I immediately hit rough going through thick brush along the creek. I was hurrying, not really thinking much about route finding. But only a few minutes out, I was literally crawling on my belly underneath low branches, depressed, discouraged, when I heard the sound of a small propeller-driven airplane. I never saw the plane.

In desperation, I took out Gary’s radio. I didn’t have a call number, so I used his. We talked about this before I left. I was too low on the totem pole to even have my own park service radio or a number.

“211, 210”. Pause. Nothing. I repeated, “211, 210”.

Then, miraculously, “211, go ahead.” My prayers were answered.

“We’ve got a man down! About a mile up Deer Creek from the river. Request immediate medical assistance!” I blurted this out quickly because I didn’t know how long Dick would stay in radio contact as he flew overhead. Any rock face or cliff could’ve blocked our signal.

“Whoa, wait a second, slow down,” Dick replied. And so the conversation started. I didn’t know it at the time, but as I lay on my belly beneath the thick canopy of trees, Dick started a big slow circle overhead to stay in radio contact.

Within 30 minutes an NPS Bell Jet Ranger helicopter landed near our location. I waved it in. I couldn’t believe the pilot could land in such a small, rocky, uneven place, with only literally inches between the ship’s overhead rotating blades and big cottonwood trees.

First bounding out of the chopper was none other than Emergency Medical Technician Ernie Kuncl. The infamous (to me) Ernie “Uncle” Kuncl, the man who’d given me a hard time at my very first NPS medical training a couple of years earlier. The one who disliked me because we at one time were dating the same girl.

But Ernie was a big shot at Grand Canyon because there simply was no one better at what he did. He was an EMT par excellence, without peer. And the man I most wanted to see in this situation.
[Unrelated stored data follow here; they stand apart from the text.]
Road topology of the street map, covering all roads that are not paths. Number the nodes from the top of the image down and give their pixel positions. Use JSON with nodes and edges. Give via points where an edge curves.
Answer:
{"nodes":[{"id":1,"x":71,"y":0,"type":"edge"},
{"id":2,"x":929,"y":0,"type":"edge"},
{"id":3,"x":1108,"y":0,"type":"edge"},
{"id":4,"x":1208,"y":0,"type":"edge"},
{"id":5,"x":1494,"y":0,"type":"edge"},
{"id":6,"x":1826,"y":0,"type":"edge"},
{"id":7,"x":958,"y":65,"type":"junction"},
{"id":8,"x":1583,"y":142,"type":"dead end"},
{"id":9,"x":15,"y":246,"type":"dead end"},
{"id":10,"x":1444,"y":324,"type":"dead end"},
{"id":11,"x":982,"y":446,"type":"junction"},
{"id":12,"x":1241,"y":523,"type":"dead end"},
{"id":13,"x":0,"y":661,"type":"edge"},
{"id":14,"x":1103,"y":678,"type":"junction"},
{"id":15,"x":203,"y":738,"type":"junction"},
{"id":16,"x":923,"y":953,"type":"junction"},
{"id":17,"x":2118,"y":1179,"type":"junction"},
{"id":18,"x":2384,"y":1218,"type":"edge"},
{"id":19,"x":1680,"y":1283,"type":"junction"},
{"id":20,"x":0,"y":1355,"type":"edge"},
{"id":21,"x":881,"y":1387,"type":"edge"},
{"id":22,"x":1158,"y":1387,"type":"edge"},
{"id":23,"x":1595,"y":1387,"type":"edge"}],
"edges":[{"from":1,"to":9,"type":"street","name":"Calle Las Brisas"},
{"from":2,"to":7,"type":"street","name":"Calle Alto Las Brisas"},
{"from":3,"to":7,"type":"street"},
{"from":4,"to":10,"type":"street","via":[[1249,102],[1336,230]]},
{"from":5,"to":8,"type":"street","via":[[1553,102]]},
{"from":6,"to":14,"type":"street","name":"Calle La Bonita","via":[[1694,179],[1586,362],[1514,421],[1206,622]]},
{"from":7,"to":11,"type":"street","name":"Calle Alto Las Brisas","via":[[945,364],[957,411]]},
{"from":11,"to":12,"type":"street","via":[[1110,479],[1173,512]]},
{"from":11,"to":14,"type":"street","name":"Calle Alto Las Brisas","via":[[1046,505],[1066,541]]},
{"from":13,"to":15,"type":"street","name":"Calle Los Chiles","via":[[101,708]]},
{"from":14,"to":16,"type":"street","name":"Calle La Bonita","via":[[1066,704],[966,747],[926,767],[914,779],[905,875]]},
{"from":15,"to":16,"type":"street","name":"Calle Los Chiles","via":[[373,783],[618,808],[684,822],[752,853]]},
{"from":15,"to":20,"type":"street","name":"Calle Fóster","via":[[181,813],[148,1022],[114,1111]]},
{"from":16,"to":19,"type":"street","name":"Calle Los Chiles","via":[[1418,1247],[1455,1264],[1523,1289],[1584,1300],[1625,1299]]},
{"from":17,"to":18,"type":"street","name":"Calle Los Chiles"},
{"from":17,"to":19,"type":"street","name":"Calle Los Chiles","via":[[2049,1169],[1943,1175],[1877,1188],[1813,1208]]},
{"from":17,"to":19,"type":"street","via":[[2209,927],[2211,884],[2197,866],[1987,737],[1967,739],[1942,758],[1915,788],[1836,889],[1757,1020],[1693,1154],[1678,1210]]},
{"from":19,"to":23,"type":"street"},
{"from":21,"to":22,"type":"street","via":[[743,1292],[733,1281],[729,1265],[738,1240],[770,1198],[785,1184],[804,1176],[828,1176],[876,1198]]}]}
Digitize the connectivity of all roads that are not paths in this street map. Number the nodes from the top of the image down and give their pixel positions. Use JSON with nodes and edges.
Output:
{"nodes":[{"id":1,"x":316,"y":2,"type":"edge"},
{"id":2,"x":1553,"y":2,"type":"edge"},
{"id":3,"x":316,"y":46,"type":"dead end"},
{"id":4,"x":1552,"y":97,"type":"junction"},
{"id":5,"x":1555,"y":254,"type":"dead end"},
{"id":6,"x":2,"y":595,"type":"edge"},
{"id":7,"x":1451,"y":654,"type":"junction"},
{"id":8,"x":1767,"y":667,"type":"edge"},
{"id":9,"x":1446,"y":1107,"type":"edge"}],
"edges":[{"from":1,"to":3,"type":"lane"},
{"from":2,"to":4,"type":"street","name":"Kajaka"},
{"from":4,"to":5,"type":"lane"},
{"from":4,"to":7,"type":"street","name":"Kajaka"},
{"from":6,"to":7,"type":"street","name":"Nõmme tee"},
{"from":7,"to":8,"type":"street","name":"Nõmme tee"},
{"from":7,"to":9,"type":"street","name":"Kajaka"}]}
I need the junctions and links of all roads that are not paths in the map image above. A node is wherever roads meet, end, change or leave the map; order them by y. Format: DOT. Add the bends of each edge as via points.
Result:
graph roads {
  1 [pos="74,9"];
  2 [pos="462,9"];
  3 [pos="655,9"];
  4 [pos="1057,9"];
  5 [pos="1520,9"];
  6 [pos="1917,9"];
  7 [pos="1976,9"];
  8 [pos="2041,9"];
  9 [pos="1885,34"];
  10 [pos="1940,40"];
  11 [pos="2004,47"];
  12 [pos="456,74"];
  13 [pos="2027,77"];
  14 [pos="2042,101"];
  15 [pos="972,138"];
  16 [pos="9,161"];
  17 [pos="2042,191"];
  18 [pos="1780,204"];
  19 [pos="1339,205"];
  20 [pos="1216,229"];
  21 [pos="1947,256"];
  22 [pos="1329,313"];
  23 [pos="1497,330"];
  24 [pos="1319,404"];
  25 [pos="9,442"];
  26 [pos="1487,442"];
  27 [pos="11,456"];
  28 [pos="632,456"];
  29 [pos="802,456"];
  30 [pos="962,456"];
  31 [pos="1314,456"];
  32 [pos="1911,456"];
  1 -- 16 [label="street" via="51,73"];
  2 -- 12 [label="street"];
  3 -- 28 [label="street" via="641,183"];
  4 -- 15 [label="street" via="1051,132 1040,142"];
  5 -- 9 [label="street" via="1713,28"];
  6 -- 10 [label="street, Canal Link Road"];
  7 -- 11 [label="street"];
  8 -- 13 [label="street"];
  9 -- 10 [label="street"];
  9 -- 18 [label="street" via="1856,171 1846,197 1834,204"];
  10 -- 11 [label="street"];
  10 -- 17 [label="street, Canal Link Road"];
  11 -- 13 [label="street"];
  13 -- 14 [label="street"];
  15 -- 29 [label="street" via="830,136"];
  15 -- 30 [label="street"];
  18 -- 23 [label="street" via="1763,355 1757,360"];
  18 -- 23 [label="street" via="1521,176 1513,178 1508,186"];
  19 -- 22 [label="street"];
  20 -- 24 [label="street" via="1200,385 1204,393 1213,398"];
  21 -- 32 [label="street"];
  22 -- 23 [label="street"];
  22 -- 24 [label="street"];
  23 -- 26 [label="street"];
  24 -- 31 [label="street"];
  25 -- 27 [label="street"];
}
He wore a big military style helmet and an orange flight suit, the kind with lots of zippers, zippers everywhere it seemed. I remember thinking “how could anyone use so many zippered pockets, they must be for show.” That was Ernie Kuncl.

I led Ernie to Gary. He quickly assessed the situation, his specialty, and without hesitation took a scissors out of his kit and cut off Gary’s uniform shirt sleeve. I winced a bit, since at my pay scale a uniform shirt was a proportionally large amount.

Ernie injected Gary with a heavy dose of morphine. I’ve never seen morphine at work before, but let me tell you it works quickly. Literally within seconds Gary let out a big sigh and his whole body relaxed.

An IV was next. Soon Gary was on the helicopter, evacuated directly to the hospital in Flagstaff. The pilot, before leaving, and almost as an afterthought said to Rose and I, “would you like me to send another helicopter for you?”

As if we would really like to continue our rugged hike out of the canyon at that point. Hell yes we’d like a helicopter ride out of there.

And so it was. Within 30 minutes we were a world apart from where we were, back at the busy south rim heliport, looking at each other with a “wow” expression. We decided to decompress with a treat – Mexican food at the Moqui Lodge.

I still have those Pivetta 5s. They’re still scarred from getting Gary off that cliff.